▶ [What you have to do]:
Report how many lines in the data below hold "Left", with no other words.

Stored data entries
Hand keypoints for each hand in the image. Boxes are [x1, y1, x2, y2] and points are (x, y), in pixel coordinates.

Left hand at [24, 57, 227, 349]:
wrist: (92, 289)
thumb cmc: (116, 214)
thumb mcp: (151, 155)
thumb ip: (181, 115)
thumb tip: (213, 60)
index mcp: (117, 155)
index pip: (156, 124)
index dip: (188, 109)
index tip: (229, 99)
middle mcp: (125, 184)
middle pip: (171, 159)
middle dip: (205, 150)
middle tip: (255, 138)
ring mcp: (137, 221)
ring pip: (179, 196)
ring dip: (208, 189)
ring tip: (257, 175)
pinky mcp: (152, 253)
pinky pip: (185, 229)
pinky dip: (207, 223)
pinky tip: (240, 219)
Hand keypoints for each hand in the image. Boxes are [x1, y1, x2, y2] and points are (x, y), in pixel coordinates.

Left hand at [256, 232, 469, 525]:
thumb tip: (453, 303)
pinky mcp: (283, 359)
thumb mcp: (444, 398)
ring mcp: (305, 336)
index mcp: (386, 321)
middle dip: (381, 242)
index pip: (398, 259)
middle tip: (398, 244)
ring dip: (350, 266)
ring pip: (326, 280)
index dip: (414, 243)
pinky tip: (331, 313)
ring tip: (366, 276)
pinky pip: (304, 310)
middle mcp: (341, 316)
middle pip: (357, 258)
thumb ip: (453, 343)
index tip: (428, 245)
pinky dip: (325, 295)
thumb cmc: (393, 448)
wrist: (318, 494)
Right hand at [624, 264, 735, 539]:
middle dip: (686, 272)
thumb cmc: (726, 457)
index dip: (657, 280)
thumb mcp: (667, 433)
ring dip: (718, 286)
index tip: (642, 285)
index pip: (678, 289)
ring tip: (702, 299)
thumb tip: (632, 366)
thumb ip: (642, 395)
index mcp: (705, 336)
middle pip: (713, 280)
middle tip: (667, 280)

==

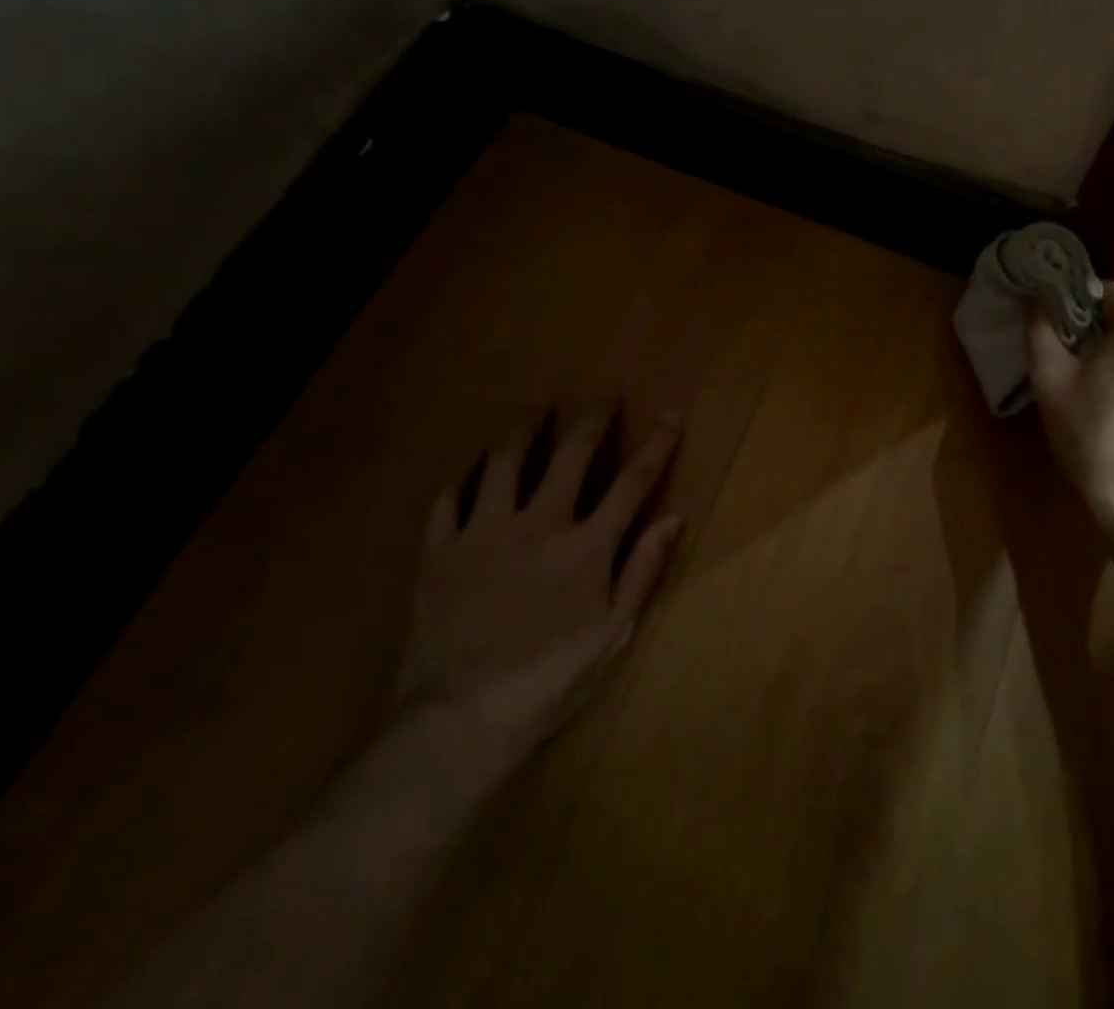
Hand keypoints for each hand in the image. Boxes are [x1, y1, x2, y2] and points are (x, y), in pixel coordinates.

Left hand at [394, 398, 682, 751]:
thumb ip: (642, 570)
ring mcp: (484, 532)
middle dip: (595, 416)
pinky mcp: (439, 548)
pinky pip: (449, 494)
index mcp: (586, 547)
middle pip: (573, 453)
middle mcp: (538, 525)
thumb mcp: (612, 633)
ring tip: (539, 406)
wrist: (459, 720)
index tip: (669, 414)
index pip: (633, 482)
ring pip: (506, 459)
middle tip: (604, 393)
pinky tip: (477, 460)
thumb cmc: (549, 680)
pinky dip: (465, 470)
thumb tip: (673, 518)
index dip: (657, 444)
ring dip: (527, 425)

▶ [Response to this task]:
3